Бит Отель: Гинзберг, Берроуз и Корсо в Париже, 1957–1963 (Майлз) - страница 59

Аллен с Грегори часто виделись с Жан-Жаком Лебелем: он был не только их другом, но и переводчиком. Лебель родился в 1936 г. в Париже, но во время войны учился в Нью-Йорке и значительно улучшил свой английский. В Нью-Йорке у него случились три важные встречи, определившие всю его жизнь: с Билли Холидей и при помощи своего отца специалиста по истории искусств Роберта Лебеля он познакомился с Андре Бретоном и Марселем Дюшаном, во время войны живших в Соединенных Штатах. Жан-Жак с раннего детства полюбил сюрреализм, первая выставка его работ состоялась в Галерее Нумеро во Флоренции в 1955 г. Впервые он встретился с битниками на чтении в cave в книжном магазинчике Фроже – читал Билл Берроуз. Жан-Жак вспоминал:

«Они думали, что я американец, подошли ко мне и сказали: “Приятель, мы хотели раздобыть немного гаша в какой-нибудь забегаловке, не посоветуешь, куда сходить?” Потом они спросили, как меня зовут, я сказал им, и Грегори удивился: “Так зовут лягушатников!” Я ответил: “Да, я француз!” Они едва могли этому поверить. Ну, потом мы спустились в метро и доехали до площади Бастилии. Там существовала маленькая алжирская забегаловка, она называлась «У мадам Али», мы провели много времени у мадам Али. Али был алжирцем, а его жена – француженкой, это заведение принадлежало мадам Али. Оно находилось в переулке Тьера, рядом с площадью Бастилии и состояло из двух комнат. В первой стояли столы и можно было заказать кускус[40], как только ты входил туда, ты сразу же улетал – дым от сигарет был настолько густым, что ты улетал, даже просто вдыхая этот воздух. За три франка мы смогли купить маленькие упаковочки гашиша толщиной в палец. По цвету он напоминал темный пластилин, его специально привозили из Кхетамы в Марокко, это была действительно хорошая штука. У мадам Али была собака, такая укуренная, что часто натыкалась на стулья. Собака была совершенно не в себе, она с трудом ходила прямо. Чтобы перейти с одного места на другое, она обходила всю комнату. С головой у собаки точно было не все в порядке.
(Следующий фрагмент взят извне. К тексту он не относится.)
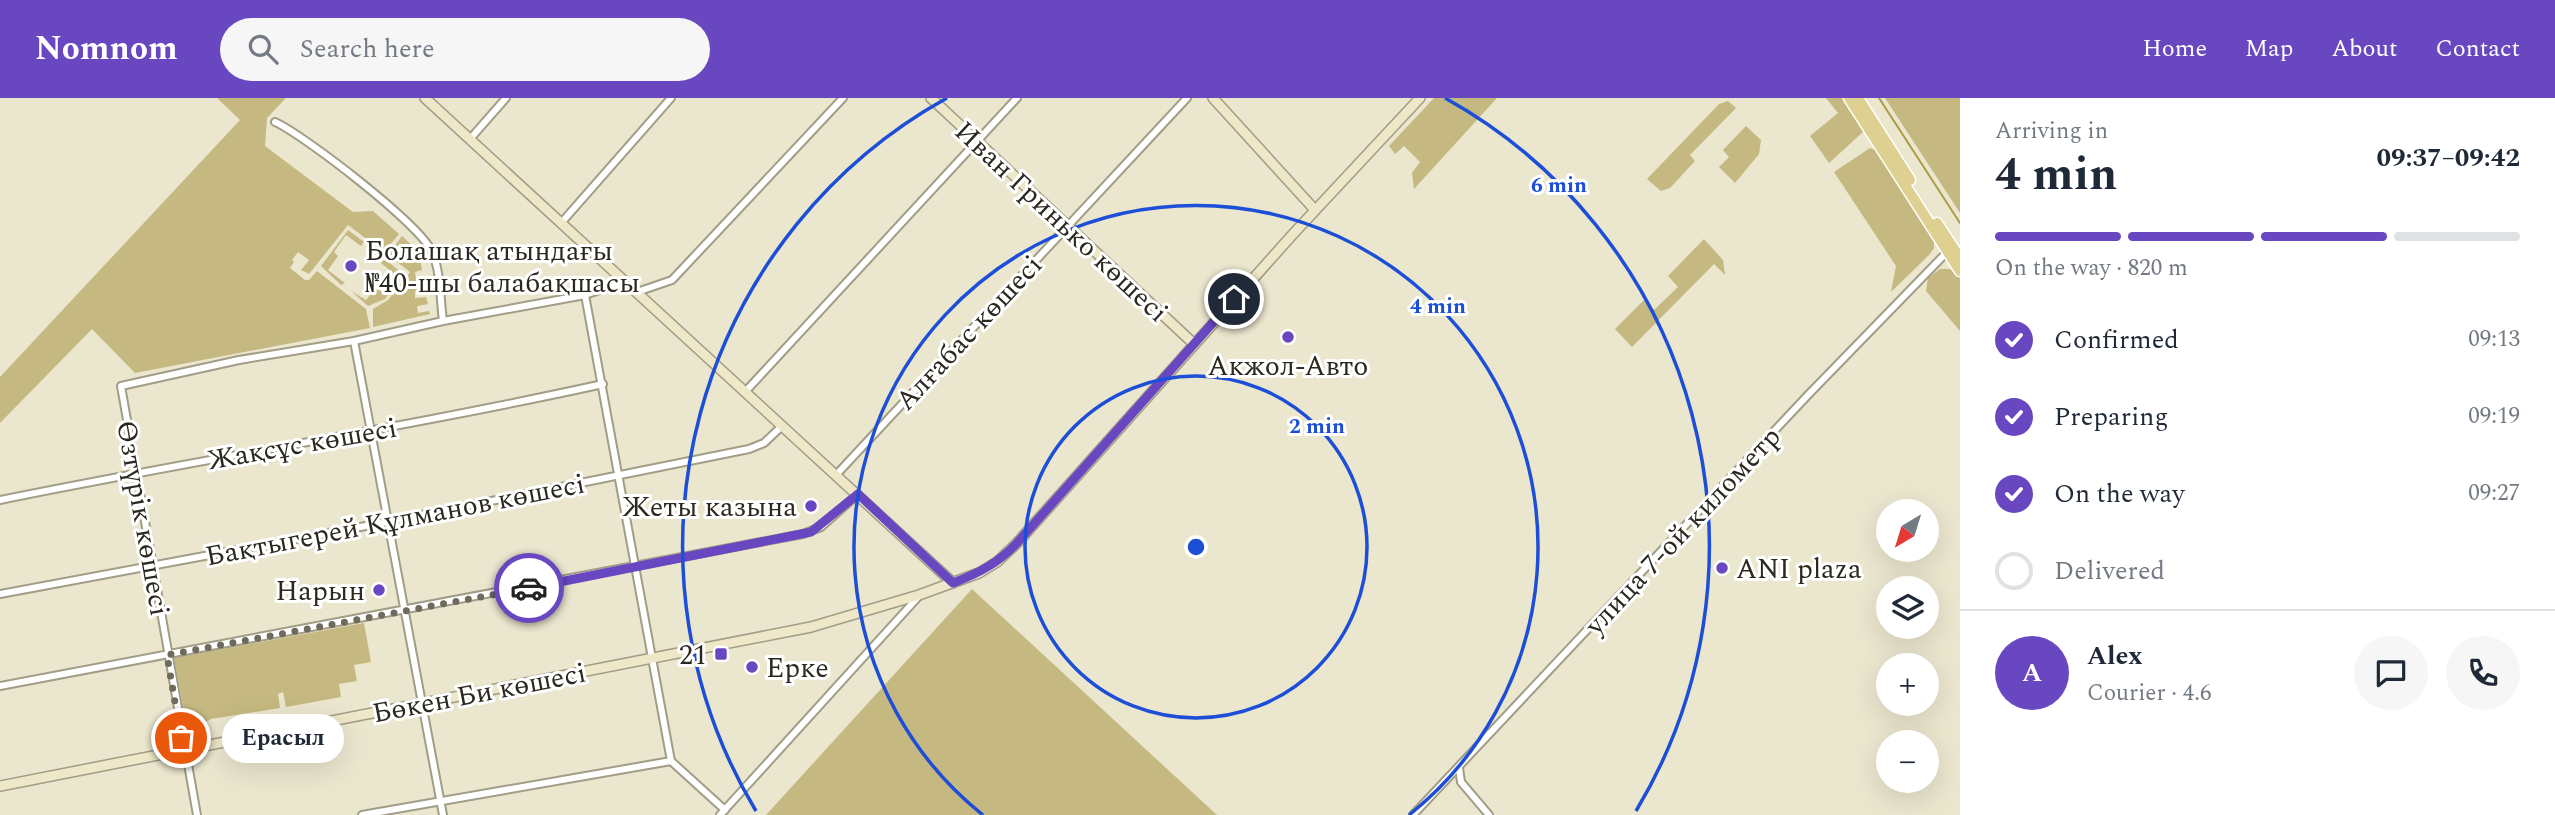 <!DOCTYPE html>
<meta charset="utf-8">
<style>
body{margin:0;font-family:Spectral,serif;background:#f6f6f7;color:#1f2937;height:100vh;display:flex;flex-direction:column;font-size:26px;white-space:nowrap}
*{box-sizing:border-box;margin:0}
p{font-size:23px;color:#747a83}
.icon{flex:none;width:38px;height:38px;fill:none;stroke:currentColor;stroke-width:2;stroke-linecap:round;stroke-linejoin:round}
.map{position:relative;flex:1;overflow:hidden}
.side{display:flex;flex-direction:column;background:#fff;width:595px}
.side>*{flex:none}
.needle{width:46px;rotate:218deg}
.controls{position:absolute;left:1876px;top:401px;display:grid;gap:14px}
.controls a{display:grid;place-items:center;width:63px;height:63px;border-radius:50%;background:#fff;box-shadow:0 7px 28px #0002;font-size:35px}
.pin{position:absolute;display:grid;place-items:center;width:60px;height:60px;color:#fff;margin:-30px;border:4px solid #fff;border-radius:50%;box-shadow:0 2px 7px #0007}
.courier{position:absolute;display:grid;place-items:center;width:70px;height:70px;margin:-35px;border:5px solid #6947c0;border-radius:50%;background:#fff;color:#222;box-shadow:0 2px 9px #0007}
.bubble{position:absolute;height:49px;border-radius:24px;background:#fff;box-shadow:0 7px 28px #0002;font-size:23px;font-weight:700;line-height:49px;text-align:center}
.overview em{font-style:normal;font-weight:700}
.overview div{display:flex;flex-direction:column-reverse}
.overview{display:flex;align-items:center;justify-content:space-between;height:119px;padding:0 35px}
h1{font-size:46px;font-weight:700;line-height:52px}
.bar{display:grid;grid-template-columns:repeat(4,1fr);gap:10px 7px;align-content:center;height:84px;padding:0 35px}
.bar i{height:9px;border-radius:5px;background:#e0e1e3}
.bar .on{background:#6947c0}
.bar p{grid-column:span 4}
.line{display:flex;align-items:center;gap:18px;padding:0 35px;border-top:2px solid #e0e1e3}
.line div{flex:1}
.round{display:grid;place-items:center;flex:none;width:74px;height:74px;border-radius:37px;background:#f6f6f7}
ol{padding:0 35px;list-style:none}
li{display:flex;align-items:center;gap:21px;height:77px}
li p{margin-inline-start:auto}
li .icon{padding:7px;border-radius:50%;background:#6947c0;color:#fff;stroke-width:4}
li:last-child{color:#747a83}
li i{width:38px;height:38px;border:4px solid #e0e1e3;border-radius:50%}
header{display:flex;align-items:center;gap:42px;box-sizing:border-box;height:98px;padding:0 35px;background:#6947c0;color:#fff}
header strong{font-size:33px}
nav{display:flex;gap:38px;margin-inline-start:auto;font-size:24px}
.search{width:490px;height:63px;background:#f6f6f7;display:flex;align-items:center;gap:18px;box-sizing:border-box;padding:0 24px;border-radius:38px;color:#747a83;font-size:26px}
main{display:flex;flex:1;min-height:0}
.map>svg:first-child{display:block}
</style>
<header>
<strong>Nomnom</strong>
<div class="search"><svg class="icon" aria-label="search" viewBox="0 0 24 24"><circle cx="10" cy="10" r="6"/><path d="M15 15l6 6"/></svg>Search here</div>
<nav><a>Home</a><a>Map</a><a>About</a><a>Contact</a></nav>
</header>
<main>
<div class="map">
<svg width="1960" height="717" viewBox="0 0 1960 717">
<rect width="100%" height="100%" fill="#ebe6ce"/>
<g fill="#c5b981">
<path d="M217,0H286L267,20L265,48L353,114L373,113L399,136L384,154L348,127L309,176L301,172L309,162L298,154L292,162L294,164L290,170L305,182H309L317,173L366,211L370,230L135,275L92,231L0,325V279L240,22Z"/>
<path d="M1434,0H1497L1414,91L1412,75L1420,64L1404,48L1395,56L1389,48Z"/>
<path d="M1826,0H1844L1861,26L1863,34L1829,65L1810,38L1838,15Z"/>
<path d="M1885,0H1960V115Z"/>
<path d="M1728,3L1736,10L1690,57L1695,63L1670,90L1661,93L1647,81L1719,6Z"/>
<path d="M1746,28L1761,42L1759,56L1735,85L1719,69L1729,59L1723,52Z"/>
<path d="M1870,50L1879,53L1934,138V150L1930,156L1891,194L1896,168L1834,74Z"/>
<path d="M348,132L364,144L361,148L346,137L334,154L338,158L328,172L345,185L341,187L321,168Z"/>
<path d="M402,138L419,154L422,172L415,174L416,181H423L425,191L415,193V200L426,199L428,206L417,208L418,215L429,213L430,216L373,229V211L388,202L410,174L388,157Z"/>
<path d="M1704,141L1723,162L1725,177L1714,166L1632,249L1615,231L1644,202L1654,212L1678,189L1668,178Z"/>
<path d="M385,161L404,177L385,201L368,208L351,193L366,202L376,190L382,194L396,177L381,165Z"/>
<path d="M1940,171H1950L1960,179V233L1926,193L1928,180Z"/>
<path d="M972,491L1217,717H766Z"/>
<path d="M364,525L371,564L354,567L357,583L339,586L341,599L286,609L283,594L278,596L280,610L211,621L188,634L174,560Z"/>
</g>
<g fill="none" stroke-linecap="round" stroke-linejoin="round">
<path stroke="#ad9b44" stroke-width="2" d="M1879,0L1960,125"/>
<defs>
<g id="street">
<path d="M275,24C304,37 421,127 432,154C441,174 440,201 443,223"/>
<path d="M470,41L506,0"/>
<path d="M562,124L671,0"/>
<path d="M637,194L672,182L843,0"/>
<path d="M585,197L671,663L725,712"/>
<path d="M354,243L443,717"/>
<path d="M745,294L1017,0"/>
<path d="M836,377L1187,0"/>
<path d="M0,402C201,361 403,330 603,286"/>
<path d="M0,496L387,424L749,351L764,345L782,328"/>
<path d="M0,588L803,436L821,429L858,396"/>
<path d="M1459,670L1461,684L1489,717"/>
<path d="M197,717L121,288L239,262L354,243L443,223L585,197L625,183"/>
<path d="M362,717L671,663"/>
<path d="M720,717L919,498"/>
<path d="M1413,717L1808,297L1949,152"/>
</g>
<g id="secondary">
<path d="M425,0L953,485"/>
<path d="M931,0L1194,246"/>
<path d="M1213,0L1315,112"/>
<path d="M0,688L811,529L919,497L979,475L997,464L1017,445L1294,135L1420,0"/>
</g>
<g id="primary">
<path d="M1849,0L1960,173"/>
<path d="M1858,0L1910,82"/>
<path d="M1937,125L1960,160"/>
</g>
</defs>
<use href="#street" stroke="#a19d86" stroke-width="10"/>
<use href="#secondary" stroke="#a19d86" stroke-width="12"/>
<use href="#primary" stroke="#fff" stroke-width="13"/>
<use href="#street" stroke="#fff" stroke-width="6"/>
<use href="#secondary" stroke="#eee8c8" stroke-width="9"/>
<use href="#primary" stroke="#ddd091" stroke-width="10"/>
</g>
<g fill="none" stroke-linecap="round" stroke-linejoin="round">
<path stroke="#6e6a5c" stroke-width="7" stroke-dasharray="0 12.6" d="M181,640L167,557L529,490"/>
<path stroke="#6947c0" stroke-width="9" d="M529,490L811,434L858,396L953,485C979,475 998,465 1017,445L1234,201"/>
</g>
<g fill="none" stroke="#1d4ed8" stroke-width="3.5">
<circle cx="1196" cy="449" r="171"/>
<path d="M983 717A342 342 0 1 1 1409 717"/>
<path d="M756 713A513 513 0 0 1 947 0M1445 0A513 513 0 0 1 1636 713"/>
</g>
<g fill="#6947c0" stroke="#fff" stroke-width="2.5">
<circle cx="351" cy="168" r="7"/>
<circle cx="1288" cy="239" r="7"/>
<circle cx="811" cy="408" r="7"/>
<circle cx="1722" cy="470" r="7"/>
<circle cx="379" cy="492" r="7"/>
<rect x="714" y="549" width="14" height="14" rx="3.5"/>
<circle cx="752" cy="569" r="7"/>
</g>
<g text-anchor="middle" stroke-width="6" stroke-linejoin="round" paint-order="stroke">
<g font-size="28" fill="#2a281f" stroke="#fff">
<text transform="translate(1062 123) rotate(43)" y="10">Иван Гринько көшесі</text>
<text transform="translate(968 234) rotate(-47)" y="10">Алғабас көшесі</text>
<text transform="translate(302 345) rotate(-10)" y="10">Жақсұс көшесі</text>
<text transform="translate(144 420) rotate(80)" y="10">Өзтүрік көшесі</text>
<text transform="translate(395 421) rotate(-11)" y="10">Бақтыгерей Құлманов көшесі</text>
<text transform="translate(1682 432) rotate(-47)" y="10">улица 7-ой километр</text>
<text transform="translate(479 594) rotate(-11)" y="10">Бөкен Би көшесі</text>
</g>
<g font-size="28" fill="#2a281f" stroke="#fff" text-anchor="start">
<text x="365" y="162">Болашақ атындағы<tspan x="365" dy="32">№40-шы балабақшасы</tspan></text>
<text x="1288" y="277" text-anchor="middle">Акжол-Авто</text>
<text x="797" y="418" text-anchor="end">Жеты казына</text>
<text x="1736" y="480">ANI plaza</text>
<text x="365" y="502" text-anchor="end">Нарын</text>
<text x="707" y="566" text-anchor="end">21</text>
<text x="766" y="579">Ерке</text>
</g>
</g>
<circle cx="1196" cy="449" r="10" fill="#1d4ed8" stroke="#fff" stroke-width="3.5"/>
<g font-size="21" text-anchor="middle" font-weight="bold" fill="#1d4ed8" stroke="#fff" stroke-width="6" stroke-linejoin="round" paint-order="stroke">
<text x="1559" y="94">6 min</text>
<text x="1438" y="215">4 min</text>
<text x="1317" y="335">2 min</text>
</g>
</svg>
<div class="controls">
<a><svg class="needle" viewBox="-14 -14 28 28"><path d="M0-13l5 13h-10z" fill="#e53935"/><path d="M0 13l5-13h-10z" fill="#747a83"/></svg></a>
<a><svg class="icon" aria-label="layers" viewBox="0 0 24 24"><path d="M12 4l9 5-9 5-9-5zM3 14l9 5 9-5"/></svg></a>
<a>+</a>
<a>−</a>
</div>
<div class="pin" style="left:181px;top:640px;background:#ea580c"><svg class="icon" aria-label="bag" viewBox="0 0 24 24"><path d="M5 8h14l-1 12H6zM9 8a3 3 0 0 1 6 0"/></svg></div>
<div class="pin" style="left:1234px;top:201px;background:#1f2937"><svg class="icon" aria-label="home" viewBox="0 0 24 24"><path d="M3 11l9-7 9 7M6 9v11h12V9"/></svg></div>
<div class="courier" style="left:529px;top:490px"><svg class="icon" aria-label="car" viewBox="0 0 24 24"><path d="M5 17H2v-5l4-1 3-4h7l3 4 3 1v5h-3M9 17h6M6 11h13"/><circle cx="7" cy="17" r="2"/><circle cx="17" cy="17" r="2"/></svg></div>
<div class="bubble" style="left:222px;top:616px;width:122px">Ерасыл</div>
</div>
<section class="side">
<div class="overview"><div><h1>4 min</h1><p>Arriving in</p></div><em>09:37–09:42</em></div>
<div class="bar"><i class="on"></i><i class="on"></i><i class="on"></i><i></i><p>On the way · 820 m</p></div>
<ol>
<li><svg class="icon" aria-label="check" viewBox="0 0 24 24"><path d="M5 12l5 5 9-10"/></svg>Confirmed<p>09:13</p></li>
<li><svg class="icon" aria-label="check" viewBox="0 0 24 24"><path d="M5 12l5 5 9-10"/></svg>Preparing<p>09:19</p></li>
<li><svg class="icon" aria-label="check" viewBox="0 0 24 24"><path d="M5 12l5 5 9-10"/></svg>On the way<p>09:27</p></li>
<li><i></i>Delivered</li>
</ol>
<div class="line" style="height:126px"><b class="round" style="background:#6947c0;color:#fff">A</b><div><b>Alex</b><p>Courier · 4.6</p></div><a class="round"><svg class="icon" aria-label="chat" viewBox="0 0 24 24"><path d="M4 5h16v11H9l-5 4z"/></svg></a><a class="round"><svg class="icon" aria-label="phone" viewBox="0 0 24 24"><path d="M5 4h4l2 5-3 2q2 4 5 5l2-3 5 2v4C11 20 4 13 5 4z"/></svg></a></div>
</section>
</main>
Вторая комната была тайной, где проводились встречи ФНО[41], неформальное алжирское движение сопротивления – мы же тогда находились в центре Алжирской войны. И мы сидели там, курили, все, конечно же, говорили по-английски. И ребята-арабы были укуренными, они смотрели на нас, очень по-странному смотрели, они не понимали, почему мы не говорим по-французски, мы, конечно же, были единственными немарроканцами и неалжирцами там. А потом в один прекрасный день – бом! Как в старых черно-белых полицейских фильмах, ворвалась полиция с пистолетами-пулеметами. Французы были в теплых полушинелях, снаружи их ждал старый ситроен. «Лицом к стене!» Мы ни черта не понимали, что происходит. Так что нас поставили лицом к стене с поднятыми вверх руками, единственный, кому надо было стрематься, был Грегори, потому что героин с иглами был у него. Я только через десять минут понял. Они пришли не за нами, не за наркотиками или чем-то подобным, они пришли за теми ребятами, которые собирались в задней комнате. Там собирался ФНО. Оказывается, вот где мы были! Они не арестовали нас, потому что сразу же увидели, что мы не алжирцы. Я говорил по-прежнему по-английски, но они поняли, что я француз. Они попросили нас показать наши документы. Они не обыскивали нас, вообще ничего не сделали. Они поняли, что мы неалжирцы, и отставили нас в покое, но остальным не повезло, они ударили парня по голове, у многих шла кровь, и только увидев кровь, я понял, где нахожусь».